Thoreau said "Heaven is under our feet as well as over our heads." While we're not here to judge where your heaven is, we do know that having the right pair under your feet is absolutely essential to enjoying yourself in everything you do - or at least everything you do while wearing them. Wikipedia defines flip-flops as "a simple type of footwear in which there is a band between the biggest toe and the other toes." We think of the flip flop as a subcategory of sandals, so a flip flop is a type of sandal but not all sandals are flip flops. Sticking with this definition we recommend that anyone looking for a secure around the foot hiking or outdoor sandal check out our Sandal Review.
Types of Flip Flops
From this more specific definition of flip-flops it is worth pointing out that there are still quite a variety of styles available on the market. Some are designed for wearing around the house or to the beach, for slipping on and off easily, for maximum comfort, for athletic use, for dressier occasions, for decorative purposes, etc There are literally thousands of different options, so for the purpose of our review we look at the best all around multi-purpose models that are reasonably priced ($30-$70), well designed, comfortable, stable for a more adventurous lifestyle, and durable enough to last more than a month at the beach.
The products we tested are made of polyurethane, nylon, rubber, plastic, leather and a variety of other materials, and are designed for strength, comfort, fit, and traction. While some focus a little more on style and others on durability or traction, in general all of the products we reviewed were selected because they met the range of needs that an outdoor enthusiast would encounter, while still providing exceptional footwear for that epic adventure to meet the girl of your dreams at the local coffee shop.
Criteria for Evaluation
We assessed each pair based on their comfort and fit, stability, style, durability and traction.
Comfort / Fit
30%, or almost 1/3 of our rating criteria is weighted toward overall comfort and fit, both initially and after months of wear. We are heavily influenced by extra plush soft material such as the velvety feel of the Olukai Ohana Sandal and the soft squishy yoga mat feel of the Sanuk Yogi 3 Sandal. In addition to softness we also look at how well the sole molds to your foot over time. We like strong arches, but actually devalue one flop (the Reef Fanning Sandal) as the basketball style heel airbag, a bit of overkill in our opinion, makes our heel sit a bit higher than desired. Out of the box we wore each pair, and nothing else (except climbing shoes as necessary) for two weeks straight to test them in all types of activity. During these tests we noticed that both the Crocs Modi and the Rainbow Premier Leather Sandal wore through our skin from rubbing on the hard plastic and leather. Over time the Rainbow's broke in and this problem went away, but the Crocs continue to be abrasive despite an allowed break in time.

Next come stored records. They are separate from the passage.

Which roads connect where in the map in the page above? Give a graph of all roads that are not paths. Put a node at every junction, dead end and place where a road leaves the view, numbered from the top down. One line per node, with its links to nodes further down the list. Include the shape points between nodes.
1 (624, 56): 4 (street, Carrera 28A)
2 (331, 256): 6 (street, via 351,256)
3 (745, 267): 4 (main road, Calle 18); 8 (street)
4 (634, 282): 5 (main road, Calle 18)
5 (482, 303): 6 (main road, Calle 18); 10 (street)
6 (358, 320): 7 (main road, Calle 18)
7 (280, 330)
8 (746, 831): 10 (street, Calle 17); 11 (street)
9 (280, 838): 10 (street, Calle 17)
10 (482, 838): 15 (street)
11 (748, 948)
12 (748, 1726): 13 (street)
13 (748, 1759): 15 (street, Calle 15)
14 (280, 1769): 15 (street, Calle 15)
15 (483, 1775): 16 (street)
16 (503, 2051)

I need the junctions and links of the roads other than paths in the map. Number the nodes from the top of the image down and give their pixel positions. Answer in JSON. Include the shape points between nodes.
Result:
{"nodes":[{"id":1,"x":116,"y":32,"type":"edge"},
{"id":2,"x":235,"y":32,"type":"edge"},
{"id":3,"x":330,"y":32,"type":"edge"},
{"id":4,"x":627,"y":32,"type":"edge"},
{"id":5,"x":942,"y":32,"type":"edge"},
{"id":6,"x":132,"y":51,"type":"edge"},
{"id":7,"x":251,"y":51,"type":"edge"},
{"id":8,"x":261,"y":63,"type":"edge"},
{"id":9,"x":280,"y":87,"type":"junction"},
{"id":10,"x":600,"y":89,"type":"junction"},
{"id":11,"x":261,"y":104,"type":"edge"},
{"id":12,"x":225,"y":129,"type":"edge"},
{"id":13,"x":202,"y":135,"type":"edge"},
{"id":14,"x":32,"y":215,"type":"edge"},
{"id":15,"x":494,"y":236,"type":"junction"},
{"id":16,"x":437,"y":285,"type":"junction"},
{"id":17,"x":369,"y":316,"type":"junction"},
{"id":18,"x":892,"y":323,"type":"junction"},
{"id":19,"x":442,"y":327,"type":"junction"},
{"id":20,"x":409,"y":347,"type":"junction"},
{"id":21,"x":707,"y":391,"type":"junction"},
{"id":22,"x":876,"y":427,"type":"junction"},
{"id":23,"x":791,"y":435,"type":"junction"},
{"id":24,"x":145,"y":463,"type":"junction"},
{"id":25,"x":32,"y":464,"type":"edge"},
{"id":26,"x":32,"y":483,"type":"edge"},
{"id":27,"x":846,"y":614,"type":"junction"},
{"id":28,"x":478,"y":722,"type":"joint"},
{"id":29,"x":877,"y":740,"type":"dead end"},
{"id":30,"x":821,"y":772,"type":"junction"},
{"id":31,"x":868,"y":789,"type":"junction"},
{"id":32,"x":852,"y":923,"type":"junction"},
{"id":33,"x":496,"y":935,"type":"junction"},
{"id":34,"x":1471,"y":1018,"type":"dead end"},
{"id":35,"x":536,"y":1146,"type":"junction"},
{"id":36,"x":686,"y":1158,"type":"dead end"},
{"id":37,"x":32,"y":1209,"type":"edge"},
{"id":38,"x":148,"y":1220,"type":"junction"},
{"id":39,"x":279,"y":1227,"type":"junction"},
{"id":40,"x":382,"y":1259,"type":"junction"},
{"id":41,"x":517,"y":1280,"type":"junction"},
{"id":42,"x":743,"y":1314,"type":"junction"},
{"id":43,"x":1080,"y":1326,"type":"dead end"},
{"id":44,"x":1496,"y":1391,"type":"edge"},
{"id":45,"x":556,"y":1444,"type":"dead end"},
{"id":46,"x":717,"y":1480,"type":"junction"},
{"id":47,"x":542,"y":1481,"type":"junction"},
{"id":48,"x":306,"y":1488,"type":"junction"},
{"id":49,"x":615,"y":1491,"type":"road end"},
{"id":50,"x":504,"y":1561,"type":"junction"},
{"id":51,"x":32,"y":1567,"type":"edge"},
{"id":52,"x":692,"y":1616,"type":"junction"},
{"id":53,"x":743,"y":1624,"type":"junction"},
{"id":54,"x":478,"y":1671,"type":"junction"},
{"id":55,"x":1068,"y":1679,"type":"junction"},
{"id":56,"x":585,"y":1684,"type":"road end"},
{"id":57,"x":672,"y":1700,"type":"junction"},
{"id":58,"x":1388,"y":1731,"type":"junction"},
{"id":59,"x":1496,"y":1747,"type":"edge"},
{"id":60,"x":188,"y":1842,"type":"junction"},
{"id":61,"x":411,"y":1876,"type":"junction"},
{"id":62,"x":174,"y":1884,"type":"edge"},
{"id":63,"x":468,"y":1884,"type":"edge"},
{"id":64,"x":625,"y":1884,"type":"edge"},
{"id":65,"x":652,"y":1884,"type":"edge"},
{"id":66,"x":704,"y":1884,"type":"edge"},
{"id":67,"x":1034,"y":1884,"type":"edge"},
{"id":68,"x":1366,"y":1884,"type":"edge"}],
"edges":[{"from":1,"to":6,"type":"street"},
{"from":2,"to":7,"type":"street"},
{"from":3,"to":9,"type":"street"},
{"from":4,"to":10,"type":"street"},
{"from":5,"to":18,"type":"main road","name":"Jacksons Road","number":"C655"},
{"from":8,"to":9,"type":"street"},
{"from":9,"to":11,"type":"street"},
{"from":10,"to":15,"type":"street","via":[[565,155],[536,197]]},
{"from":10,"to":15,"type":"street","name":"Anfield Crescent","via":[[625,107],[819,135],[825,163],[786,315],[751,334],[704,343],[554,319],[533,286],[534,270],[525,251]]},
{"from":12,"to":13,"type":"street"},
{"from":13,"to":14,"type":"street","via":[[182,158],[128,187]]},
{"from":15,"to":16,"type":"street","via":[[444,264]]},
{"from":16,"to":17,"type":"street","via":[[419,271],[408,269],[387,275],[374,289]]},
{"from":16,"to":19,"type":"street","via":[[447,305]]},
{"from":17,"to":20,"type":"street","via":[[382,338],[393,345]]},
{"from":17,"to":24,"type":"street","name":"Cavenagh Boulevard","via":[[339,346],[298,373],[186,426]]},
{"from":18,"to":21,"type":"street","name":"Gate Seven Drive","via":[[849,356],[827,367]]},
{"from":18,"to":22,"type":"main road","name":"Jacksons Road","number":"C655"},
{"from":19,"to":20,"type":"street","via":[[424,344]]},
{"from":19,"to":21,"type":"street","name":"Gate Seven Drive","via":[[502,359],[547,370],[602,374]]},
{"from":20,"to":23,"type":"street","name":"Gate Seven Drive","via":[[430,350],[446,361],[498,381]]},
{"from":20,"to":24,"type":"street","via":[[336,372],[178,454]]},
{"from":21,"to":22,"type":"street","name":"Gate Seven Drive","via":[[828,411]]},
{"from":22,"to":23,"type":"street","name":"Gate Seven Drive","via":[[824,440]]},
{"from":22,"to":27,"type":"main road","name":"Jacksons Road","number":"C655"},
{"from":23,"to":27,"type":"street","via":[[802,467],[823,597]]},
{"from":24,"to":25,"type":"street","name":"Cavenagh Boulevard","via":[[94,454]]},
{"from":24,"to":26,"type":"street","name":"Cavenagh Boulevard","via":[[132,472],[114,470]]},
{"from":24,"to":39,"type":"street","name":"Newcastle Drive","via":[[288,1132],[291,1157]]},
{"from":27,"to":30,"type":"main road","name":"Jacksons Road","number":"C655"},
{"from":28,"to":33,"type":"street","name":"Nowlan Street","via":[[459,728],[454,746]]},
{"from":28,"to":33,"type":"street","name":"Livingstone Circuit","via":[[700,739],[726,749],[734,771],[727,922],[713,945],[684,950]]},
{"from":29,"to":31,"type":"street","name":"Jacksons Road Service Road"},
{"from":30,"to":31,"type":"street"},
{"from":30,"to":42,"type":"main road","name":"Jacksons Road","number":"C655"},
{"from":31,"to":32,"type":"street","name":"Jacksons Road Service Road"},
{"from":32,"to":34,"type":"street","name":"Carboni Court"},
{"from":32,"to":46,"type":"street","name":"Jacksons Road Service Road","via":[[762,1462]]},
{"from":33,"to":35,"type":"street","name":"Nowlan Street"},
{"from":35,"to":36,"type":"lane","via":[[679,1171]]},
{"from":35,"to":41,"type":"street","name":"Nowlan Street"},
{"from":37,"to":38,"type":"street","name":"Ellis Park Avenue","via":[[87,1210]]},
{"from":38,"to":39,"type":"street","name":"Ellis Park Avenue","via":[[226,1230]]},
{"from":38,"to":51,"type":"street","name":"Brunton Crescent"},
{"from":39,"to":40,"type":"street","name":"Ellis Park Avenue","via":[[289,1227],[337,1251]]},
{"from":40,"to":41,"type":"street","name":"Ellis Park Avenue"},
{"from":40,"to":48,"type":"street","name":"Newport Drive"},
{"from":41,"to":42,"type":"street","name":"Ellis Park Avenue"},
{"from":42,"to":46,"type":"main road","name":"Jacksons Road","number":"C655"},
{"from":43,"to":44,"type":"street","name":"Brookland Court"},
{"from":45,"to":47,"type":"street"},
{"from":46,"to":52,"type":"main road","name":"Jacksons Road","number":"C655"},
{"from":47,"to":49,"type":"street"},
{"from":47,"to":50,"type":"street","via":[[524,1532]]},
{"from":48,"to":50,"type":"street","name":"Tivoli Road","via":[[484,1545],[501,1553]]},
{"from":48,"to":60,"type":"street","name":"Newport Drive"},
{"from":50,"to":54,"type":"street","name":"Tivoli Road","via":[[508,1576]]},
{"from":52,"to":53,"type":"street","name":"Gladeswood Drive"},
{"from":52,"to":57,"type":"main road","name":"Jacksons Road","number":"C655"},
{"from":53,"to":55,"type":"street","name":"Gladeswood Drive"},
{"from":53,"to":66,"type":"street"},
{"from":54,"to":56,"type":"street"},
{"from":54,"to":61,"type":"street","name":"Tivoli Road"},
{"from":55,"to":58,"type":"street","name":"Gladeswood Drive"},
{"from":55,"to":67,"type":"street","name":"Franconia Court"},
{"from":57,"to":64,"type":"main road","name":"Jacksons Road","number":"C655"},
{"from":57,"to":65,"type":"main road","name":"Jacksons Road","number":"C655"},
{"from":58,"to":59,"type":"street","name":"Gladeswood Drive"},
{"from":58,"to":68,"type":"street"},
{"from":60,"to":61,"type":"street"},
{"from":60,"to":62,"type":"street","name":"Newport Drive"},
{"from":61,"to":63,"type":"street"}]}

We feel that all of the flops reviewed fit pretty snug initially; however reading user comments on the web we recognize that sizing can be an issue for some. Based on the feedback we gathered from multiple sources we found that the Ohana's ran pretty true to size, the Fanning's ran a little big and have the tendency to stretch out, the Phantom's are sized a bit on the tight side which is actually nice as they stretch to fit your feet well, the Crocs have recently changed manufacturers and apparently have shrunk the length of their strap resulting in a much smaller and tighter fit, and the Rainbow's are true to size and do not fit a wide foot very well.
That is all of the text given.